TASK OBJECTIVE
Below are entries; count the lines containing the string "road". The answer is that number alone.

EXTRACTED ENTRIES
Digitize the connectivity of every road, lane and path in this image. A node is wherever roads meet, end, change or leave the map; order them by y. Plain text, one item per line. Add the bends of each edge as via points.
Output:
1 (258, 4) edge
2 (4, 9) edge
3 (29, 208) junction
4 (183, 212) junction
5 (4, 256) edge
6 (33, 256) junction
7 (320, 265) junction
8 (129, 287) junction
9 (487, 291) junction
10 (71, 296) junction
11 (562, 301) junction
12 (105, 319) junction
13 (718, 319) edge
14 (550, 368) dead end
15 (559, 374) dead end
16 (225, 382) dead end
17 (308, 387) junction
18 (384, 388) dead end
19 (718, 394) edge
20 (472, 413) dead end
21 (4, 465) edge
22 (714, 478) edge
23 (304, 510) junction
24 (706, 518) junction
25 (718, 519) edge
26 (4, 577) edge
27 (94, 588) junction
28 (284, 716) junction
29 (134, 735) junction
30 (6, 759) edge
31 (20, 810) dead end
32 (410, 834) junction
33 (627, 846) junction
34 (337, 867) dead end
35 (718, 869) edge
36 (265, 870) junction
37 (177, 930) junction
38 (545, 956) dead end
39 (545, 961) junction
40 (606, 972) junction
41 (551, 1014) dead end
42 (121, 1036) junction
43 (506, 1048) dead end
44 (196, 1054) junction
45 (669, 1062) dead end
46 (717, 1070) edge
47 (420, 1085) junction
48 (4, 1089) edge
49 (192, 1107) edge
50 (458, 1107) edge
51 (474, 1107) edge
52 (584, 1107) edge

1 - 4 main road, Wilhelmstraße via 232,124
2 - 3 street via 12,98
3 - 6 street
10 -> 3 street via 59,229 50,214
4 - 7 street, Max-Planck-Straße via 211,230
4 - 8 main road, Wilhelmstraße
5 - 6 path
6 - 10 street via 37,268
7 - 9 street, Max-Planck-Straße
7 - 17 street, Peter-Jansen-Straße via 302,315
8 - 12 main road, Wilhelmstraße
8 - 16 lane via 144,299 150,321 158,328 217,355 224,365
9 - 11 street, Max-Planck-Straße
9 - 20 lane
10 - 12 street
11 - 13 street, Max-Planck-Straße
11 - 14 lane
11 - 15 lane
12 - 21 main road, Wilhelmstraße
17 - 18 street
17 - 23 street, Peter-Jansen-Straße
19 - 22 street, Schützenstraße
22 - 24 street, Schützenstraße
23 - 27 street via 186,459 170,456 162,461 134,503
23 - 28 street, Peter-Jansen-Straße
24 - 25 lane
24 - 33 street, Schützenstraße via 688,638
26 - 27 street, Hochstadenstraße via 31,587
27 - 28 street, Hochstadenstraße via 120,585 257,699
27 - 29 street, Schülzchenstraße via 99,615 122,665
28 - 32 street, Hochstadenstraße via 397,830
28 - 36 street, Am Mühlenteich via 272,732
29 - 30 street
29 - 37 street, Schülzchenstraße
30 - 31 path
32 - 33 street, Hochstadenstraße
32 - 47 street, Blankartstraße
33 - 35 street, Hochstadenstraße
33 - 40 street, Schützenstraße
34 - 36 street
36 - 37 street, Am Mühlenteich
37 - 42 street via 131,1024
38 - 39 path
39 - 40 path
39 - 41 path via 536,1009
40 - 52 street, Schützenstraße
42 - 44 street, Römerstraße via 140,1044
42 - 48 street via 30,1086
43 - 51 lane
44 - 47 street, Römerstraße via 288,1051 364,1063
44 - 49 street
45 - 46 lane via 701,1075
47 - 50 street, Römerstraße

OUTPUT
5